▸ Problem statement:
In the entries below, find every line holding the string "East" and collect it.

▸ Exercise input:
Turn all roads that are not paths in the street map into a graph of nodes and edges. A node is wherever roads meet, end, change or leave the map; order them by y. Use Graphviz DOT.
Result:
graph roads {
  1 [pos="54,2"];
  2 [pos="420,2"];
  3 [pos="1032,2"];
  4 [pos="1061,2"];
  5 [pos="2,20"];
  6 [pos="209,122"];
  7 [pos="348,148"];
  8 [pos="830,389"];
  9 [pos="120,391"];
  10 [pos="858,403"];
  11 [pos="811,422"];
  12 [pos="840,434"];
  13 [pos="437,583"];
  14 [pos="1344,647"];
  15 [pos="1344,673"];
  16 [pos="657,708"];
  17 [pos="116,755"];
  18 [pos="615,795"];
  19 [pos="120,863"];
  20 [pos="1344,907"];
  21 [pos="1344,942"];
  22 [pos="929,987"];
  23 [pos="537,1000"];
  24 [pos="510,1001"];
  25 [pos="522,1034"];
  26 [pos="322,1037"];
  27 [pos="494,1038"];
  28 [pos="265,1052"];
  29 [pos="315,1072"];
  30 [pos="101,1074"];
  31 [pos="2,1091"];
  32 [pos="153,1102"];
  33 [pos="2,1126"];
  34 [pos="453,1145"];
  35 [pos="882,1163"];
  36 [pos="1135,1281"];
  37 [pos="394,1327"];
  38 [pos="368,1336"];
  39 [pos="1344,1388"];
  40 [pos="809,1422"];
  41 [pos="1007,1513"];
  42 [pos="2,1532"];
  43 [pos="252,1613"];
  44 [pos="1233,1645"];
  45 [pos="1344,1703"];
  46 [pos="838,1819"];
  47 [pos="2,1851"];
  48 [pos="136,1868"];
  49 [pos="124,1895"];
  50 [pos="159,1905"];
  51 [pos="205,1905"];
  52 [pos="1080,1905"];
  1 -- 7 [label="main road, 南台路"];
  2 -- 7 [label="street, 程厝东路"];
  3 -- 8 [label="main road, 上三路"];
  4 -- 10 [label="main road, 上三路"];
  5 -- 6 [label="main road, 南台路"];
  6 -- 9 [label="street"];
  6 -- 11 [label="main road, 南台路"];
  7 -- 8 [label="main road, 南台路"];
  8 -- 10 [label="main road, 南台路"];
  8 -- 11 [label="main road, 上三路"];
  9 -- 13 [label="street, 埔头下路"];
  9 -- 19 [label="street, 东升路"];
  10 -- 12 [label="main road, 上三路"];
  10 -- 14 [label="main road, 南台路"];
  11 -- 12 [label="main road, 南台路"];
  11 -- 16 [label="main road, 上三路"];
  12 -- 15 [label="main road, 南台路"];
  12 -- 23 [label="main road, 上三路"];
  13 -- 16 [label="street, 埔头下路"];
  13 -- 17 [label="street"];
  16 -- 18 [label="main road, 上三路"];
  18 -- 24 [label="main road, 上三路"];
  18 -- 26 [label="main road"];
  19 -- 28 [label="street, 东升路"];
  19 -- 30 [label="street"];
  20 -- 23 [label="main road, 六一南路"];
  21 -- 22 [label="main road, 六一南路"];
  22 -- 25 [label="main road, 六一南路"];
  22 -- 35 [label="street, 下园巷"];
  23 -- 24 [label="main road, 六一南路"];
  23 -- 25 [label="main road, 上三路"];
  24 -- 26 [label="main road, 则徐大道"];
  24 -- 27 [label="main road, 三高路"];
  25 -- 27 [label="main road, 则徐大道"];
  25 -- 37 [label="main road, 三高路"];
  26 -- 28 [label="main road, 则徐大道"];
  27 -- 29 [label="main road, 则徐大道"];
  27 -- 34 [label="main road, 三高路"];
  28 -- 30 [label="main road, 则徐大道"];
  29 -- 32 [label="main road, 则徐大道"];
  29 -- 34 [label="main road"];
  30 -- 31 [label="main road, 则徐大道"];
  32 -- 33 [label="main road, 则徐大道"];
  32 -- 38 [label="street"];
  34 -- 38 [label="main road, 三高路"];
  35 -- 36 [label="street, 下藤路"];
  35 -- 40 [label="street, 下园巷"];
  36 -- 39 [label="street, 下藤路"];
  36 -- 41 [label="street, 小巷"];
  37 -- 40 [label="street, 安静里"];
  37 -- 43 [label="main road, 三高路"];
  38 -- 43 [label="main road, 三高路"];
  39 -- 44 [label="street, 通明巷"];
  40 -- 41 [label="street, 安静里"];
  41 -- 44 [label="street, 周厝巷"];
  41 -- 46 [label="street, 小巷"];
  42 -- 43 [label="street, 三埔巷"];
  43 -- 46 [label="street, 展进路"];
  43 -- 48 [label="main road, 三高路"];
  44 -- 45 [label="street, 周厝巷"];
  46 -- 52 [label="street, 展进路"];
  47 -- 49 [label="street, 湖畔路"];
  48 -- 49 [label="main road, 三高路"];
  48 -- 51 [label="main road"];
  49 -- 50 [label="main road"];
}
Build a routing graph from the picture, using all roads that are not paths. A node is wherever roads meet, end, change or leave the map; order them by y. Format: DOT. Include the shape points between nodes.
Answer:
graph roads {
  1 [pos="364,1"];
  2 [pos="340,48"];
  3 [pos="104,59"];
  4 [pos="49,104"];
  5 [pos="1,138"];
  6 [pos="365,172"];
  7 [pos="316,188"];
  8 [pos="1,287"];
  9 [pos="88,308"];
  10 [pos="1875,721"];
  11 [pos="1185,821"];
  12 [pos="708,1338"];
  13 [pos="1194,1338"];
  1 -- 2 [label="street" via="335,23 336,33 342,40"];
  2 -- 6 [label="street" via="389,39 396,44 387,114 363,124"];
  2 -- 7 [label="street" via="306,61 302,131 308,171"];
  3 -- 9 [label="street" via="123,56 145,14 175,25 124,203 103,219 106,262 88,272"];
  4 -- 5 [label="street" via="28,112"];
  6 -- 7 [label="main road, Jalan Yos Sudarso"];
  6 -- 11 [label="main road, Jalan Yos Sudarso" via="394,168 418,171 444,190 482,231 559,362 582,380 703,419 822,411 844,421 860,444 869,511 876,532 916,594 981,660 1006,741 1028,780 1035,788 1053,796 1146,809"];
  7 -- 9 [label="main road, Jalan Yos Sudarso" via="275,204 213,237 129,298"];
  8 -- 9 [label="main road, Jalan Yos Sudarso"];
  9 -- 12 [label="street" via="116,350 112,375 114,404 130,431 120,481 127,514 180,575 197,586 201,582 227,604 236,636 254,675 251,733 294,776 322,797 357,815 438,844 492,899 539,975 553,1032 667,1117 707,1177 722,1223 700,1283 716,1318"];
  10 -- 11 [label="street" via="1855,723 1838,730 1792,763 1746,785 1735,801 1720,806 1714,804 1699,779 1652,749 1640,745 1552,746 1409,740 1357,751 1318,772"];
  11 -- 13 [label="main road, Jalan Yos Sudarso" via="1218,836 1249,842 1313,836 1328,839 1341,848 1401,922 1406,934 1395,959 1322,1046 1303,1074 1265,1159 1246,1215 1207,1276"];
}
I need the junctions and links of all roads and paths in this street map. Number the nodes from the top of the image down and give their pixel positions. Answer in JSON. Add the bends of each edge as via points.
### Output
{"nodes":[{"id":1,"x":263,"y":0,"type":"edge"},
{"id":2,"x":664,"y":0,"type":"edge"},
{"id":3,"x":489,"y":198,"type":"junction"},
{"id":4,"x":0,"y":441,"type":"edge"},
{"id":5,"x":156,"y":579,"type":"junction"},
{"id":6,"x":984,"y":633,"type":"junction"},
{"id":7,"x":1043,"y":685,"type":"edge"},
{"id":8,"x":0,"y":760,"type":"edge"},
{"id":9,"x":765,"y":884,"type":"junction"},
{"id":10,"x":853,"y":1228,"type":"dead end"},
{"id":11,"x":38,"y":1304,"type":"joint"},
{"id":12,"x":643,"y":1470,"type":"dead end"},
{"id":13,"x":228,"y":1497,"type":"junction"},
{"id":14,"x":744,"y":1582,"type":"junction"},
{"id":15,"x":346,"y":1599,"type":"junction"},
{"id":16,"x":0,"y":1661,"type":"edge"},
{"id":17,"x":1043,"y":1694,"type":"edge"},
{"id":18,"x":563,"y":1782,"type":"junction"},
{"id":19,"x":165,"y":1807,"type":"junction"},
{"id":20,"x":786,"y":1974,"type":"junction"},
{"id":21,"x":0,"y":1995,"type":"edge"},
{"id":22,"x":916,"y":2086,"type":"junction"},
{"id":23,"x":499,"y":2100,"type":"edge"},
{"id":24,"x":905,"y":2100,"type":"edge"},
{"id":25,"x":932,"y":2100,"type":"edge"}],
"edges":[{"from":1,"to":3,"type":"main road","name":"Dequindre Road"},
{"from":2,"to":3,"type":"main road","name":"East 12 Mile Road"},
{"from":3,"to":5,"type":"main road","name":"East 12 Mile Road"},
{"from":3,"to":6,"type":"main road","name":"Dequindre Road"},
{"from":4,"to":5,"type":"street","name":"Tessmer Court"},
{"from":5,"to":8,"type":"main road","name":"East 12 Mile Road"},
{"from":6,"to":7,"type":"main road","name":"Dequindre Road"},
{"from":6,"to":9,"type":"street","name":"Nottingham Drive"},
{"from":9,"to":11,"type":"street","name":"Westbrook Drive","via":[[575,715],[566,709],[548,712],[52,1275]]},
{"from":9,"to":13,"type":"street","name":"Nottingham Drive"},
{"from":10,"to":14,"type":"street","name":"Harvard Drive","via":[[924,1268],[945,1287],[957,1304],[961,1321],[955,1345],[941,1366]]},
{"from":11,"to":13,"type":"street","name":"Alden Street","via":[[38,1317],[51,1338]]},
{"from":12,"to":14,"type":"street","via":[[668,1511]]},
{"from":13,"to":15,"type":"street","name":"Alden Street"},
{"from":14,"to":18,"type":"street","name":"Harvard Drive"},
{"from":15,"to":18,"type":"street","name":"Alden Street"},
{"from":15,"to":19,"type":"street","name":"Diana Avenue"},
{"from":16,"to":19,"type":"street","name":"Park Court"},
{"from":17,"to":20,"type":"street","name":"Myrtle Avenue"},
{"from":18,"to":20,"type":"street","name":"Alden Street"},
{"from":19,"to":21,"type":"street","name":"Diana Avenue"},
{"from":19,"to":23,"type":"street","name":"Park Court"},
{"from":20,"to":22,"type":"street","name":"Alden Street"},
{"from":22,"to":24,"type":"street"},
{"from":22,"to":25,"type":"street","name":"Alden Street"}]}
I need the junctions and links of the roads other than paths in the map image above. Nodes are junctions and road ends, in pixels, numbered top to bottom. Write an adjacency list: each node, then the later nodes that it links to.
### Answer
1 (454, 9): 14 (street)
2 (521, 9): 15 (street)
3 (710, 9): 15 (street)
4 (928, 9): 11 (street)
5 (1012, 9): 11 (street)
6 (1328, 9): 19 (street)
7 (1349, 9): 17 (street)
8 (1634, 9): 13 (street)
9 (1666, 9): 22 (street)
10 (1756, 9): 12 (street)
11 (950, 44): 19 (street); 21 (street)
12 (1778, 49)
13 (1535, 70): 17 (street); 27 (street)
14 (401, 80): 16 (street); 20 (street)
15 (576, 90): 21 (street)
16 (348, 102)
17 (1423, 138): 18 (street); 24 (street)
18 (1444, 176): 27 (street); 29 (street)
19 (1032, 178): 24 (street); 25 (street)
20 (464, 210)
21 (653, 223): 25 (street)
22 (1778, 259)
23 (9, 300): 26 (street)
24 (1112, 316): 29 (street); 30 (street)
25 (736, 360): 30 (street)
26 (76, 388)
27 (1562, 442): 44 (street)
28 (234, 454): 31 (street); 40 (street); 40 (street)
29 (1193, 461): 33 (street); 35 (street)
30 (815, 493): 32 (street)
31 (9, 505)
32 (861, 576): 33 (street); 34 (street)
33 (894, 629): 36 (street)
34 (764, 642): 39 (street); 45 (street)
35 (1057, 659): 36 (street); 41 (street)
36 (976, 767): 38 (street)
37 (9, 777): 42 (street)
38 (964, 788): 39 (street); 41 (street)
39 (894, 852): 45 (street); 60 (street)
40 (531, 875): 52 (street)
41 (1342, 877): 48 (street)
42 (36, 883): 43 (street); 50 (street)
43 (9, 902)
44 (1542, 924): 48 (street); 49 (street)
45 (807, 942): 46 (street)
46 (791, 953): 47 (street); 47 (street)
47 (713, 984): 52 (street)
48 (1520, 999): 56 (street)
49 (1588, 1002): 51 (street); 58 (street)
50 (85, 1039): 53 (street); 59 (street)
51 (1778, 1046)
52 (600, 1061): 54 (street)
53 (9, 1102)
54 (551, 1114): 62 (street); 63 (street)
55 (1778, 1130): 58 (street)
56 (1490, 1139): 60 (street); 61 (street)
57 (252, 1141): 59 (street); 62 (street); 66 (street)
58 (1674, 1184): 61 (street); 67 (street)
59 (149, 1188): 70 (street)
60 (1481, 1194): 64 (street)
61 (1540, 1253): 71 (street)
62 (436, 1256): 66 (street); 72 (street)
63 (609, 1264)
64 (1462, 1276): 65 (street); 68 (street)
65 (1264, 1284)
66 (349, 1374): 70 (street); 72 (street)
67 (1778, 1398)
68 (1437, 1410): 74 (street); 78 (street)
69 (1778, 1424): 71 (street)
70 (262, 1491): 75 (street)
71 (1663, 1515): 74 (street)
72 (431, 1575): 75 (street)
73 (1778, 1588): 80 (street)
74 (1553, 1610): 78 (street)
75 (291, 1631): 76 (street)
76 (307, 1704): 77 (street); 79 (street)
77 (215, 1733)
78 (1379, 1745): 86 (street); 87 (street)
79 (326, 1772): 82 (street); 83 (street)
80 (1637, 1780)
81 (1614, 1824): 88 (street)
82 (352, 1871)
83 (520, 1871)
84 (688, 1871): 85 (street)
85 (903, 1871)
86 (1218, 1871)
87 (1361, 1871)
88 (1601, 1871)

▸ Result of this exercise:
{"from":2,"to":3,"type":"main road","name":"East 12 Mile Road"},
{"from":3,"to":5,"type":"main road","name":"East 12 Mile Road"},
{"from":5,"to":8,"type":"main road","name":"East 12 Mile Road"},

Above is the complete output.